Our first stop, Nando’s!!! And boy had we missed this lol, after filling up on mammoth amounts of grilled chicken we headed to our first bar - The Octoberfest pub, after Scott had a couple of beers and Vic’s finally managed to have her first Malibu and Coke of the trip we went on a little bar crawl around the town playing some pool and generally people watching before heading to a small nightclub until
about 2am. We finished the night by splitting a small meatball sub from Subway (see just like being at home) before crashing out in our camper both looking forward to the next day and the famous Waitomo Caves.
The short drive from Hamilton to the caves was around 45 minutes and as we were both undecided on which activity to go for (There are several tour companies each offering various tours into the caves - with the overall goal to see the glow worms.) we wanted to get there in good time. We arrived and headed to the i-site and museum to gather some information and after a short deliberation (Scott trying to convince Vic’s) we opted for the Waitomo Black Labyrinth which included; a decent into the caves, waterfall jumping, white rafting/tubing in the darkness of the caves and obviously the main attraction a viewing of the glow worms.

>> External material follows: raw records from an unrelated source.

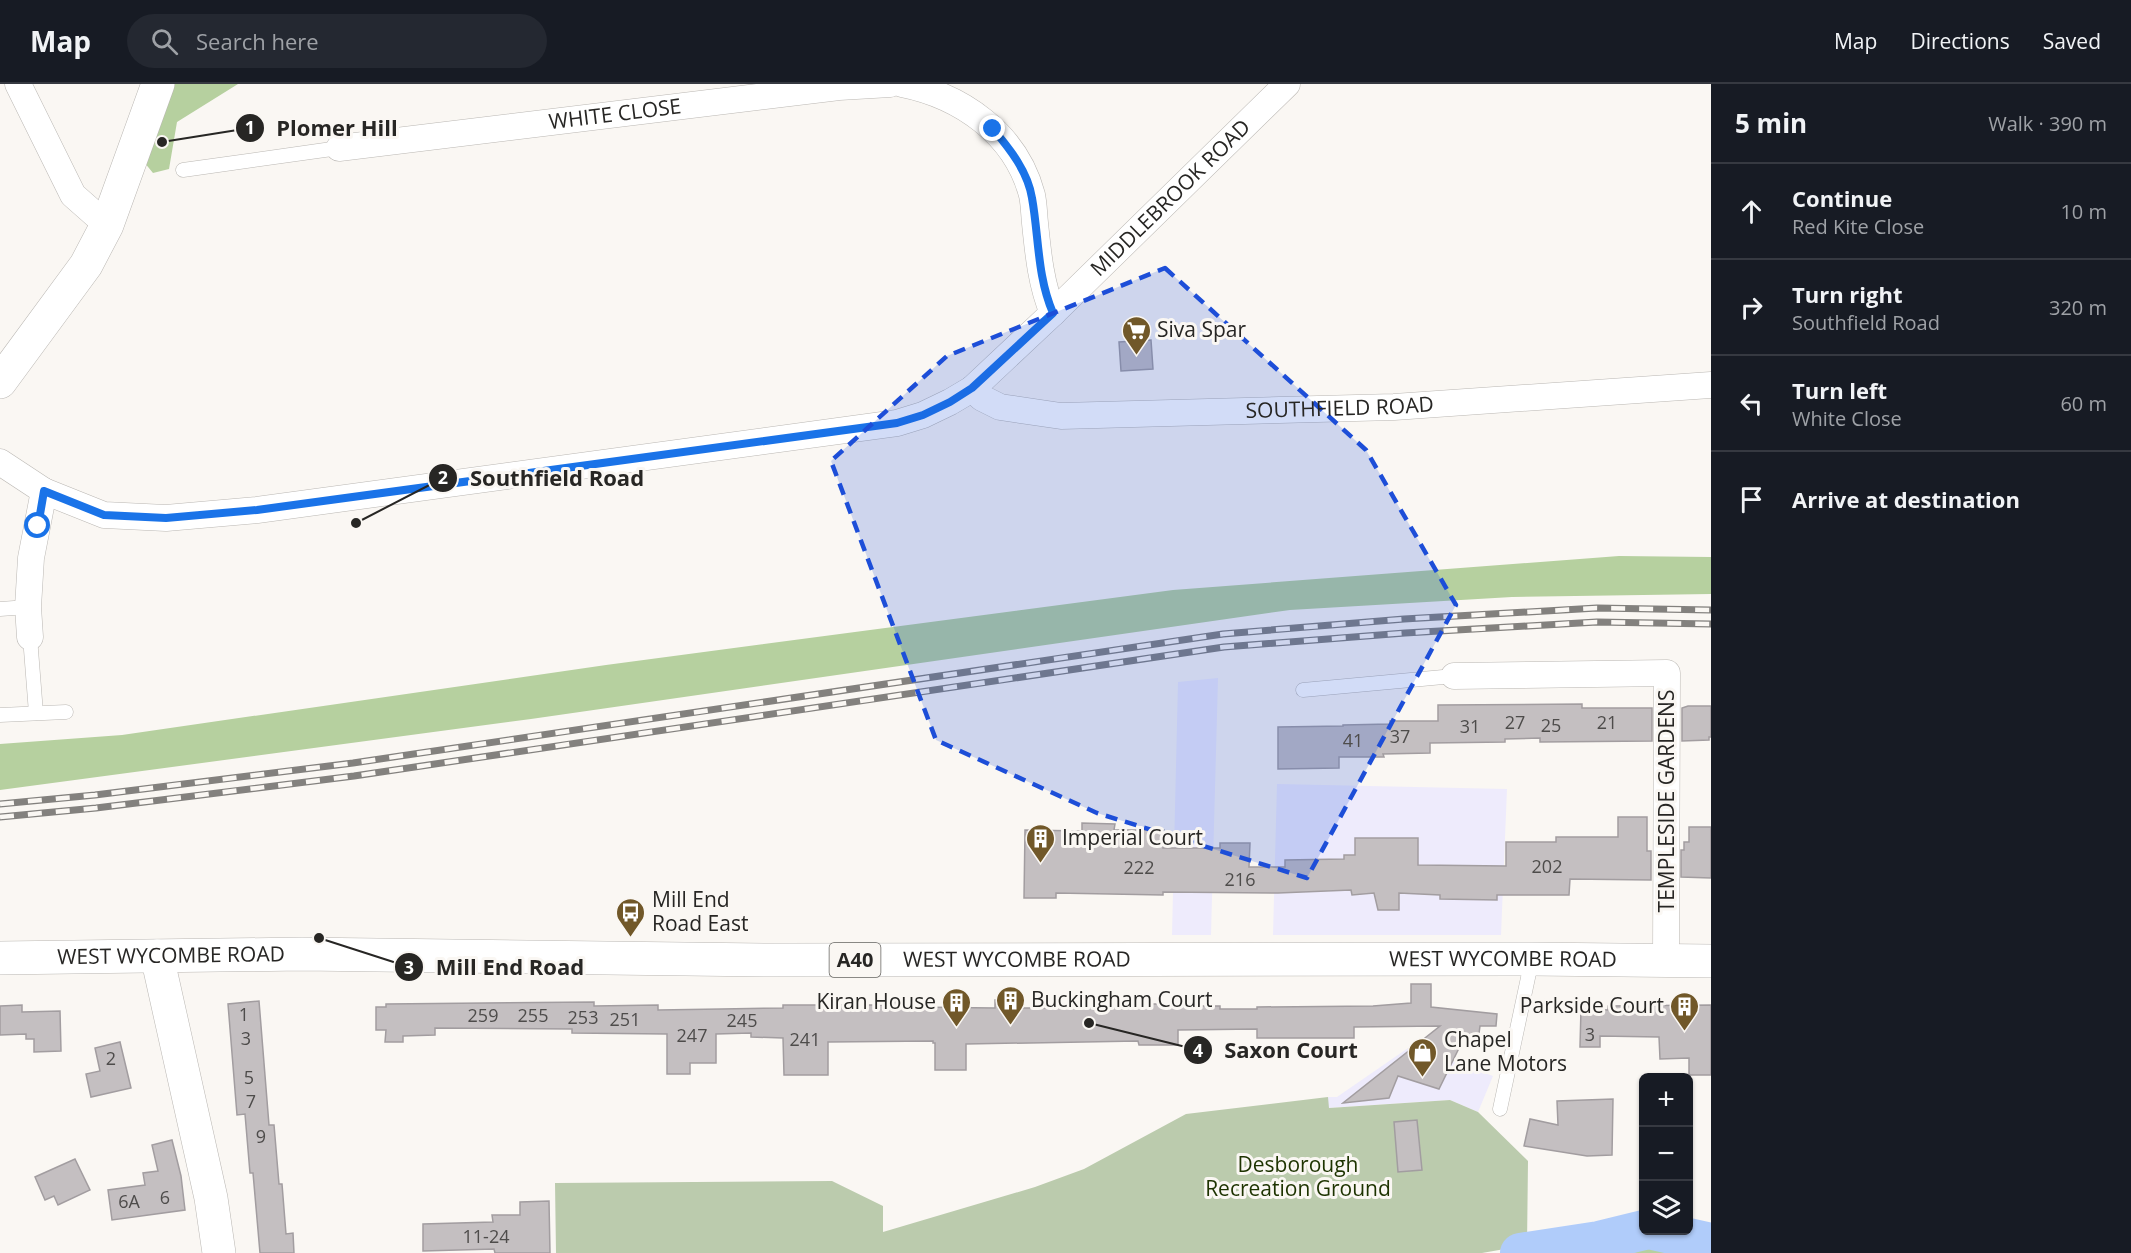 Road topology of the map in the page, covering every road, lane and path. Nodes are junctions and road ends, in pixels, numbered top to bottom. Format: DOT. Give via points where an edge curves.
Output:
graph roads {
  1 [pos="18,84"];
  2 [pos="158,84"];
  3 [pos="890,84"];
  4 [pos="902,84"];
  5 [pos="1285,85"];
  6 [pos="954,92"];
  7 [pos="339,148"];
  8 [pos="183,170"];
  9 [pos="107,225"];
  10 [pos="1053,313"];
  11 [pos="0,382"];
  12 [pos="1711,385"];
  13 [pos="972,388"];
  14 [pos="0,462"];
  15 [pos="44,491"];
  16 [pos="28,607"];
  17 [pos="0,609"];
  18 [pos="30,637"];
  19 [pos="1454,676"];
  20 [pos="1303,690"];
  21 [pos="66,712"];
  22 [pos="36,713"];
  23 [pos="0,715"];
  24 [pos="157,956"];
  25 [pos="0,958"];
  26 [pos="1533,959"];
  27 [pos="1711,961"];
  28 [pos="1666,962"];
  29 [pos="1500,1109"];
  30 [pos="219,1253"];
  1 -- 9 [label="street" via="74,195"];
  2 -- 9 [label="main road"];
  3 -- 7 [label="street, WHITE CLOSE"];
  4 -- 6 [label="street"];
  5 -- 10 [label="street, MIDDLEBROOK ROAD"];
  6 -- 10 [label="street" via="1009,147 1023,172 1032,196 1043,282"];
  7 -- 8 [label="lane"];
  9 -- 11 [label="main road" via="86,265"];
  10 -- 13 [label="street"];
  12 -- 13 [label="street, SOUTHFIELD ROAD" via="1394,407 1061,416 1000,407 982,399"];
  13 -- 15 [label="street" via="923,415 897,423 257,510 166,518 104,515"];
  14 -- 15 [label="street"];
  15 -- 16 [label="street" via="31,558"];
  16 -- 17 [label="lane"];
  16 -- 18 [label="street"];
  18 -- 22 [label="lane"];
  19 -- 20 [label="lane"];
  19 -- 28 [label="street, TEMPLESIDE GARDENS" via="1667,673"];
  21 -- 22 [label="lane"];
  22 -- 23 [label="lane"];
  24 -- 25 [label="main road, WEST WYCOMBE ROAD / A40"];
  24 -- 26 [label="main road, WEST WYCOMBE ROAD / A40"];
  24 -- 30 [label="main road" via="211,1198"];
  26 -- 28 [label="main road, WEST WYCOMBE ROAD / A40"];
  26 -- 29 [label="lane"];
  27 -- 28 [label="main road, WEST WYCOMBE ROAD / A40"];
} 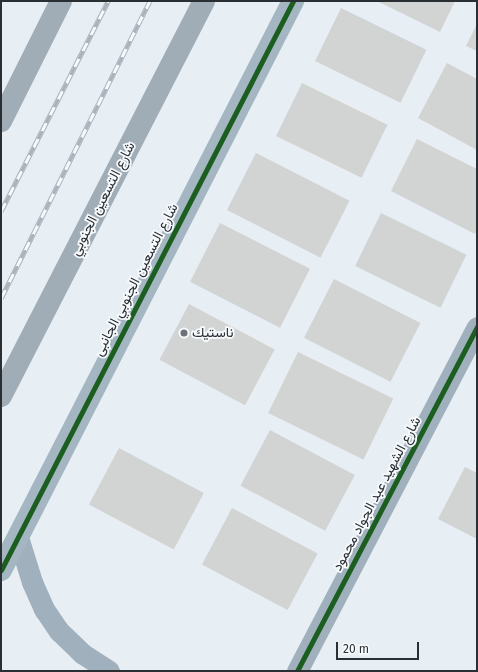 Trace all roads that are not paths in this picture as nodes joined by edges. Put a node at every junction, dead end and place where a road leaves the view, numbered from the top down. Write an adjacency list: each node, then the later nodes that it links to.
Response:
1 (61, 1): 4 (highway)
2 (204, 1): 6 (highway, شارع التسعين الجنوبي)
3 (293, 1): 7 (street, شارع التسعين الجنوبي الجانبى)
4 (1, 121)
5 (477, 327): 10 (street, شارع الشهيد عبد الجواد محمود)
6 (1, 396)
7 (18, 537): 8 (street, شارع التسعين الجنوبي الجانبى); 9 (street)
8 (1, 570)
9 (109, 671)
10 (297, 671)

Luckily we managed to book on the only remaining tour of the day and as an added bonus both managed to obtain good discounts with our student cards and were the only two in the tour group with our guide. After a quick briefing and getting kitted out in
our wetsuits, boots and hard hats with lights, we hopped in a van for a short ride to our starting point - this is where things started to get a little scary.
We both selected rubber rings and our guide informed us that the water can get as cold as 5 degrees so to get used to it we were asked to jump backwards off a small waterfall into the flowing river. Vic’s went first and as soon as she hit the water her eyes almost popped out, it was freezing but we both had a good laugh about it. Now for some reason, Scott imagined that the tour would start on a river/stream on the outside then flow through a hole in the rock type cave and pass out the other side, so we were both quite surprised that after 20 minutes walking through the forest we came to a tiny opening which our guide informed us was the start of our caving. We both looked at each other nervously and with water up to our knees, crouched down and squeezed through the entry into the cave. We were then asked to stop to give our eyes time
to adjust to the dark and after a short while we turned our headlights on andwere greeted on the side wall by a huntsman spider. Now as you know, Vic’s is absolutely petrified of all things crawling so after being told these ‘monsters’ can jump upto 2 meters she was practically hyperventilating so we quickly carried on our decent into the caves - but a bigger fright was yet to come. After squeezing through several small gaps, with about 3ft a room between the water and the cave roof we came to an opening where we would be performing our first backwards jump in the dark off of a waterfall, the guide briefed us on the general direction we should jump and just as Vics was about to shoot off the edge of the waterfall we spotted a large black water eel. The look on both of our faces must have been priceless but after being informed that they were harmless and scared of people we took the plunge and started tubing through the cave. There were several more jumps and at certain points we had to lie fully flat in the rings so that they could pass under the
small spaces in the cave. After a while we were told to look up and could see sunlight passing through a little opening above; now this little opening was in fact 3 meters wide but as we were now 300ft underground it looked tiny!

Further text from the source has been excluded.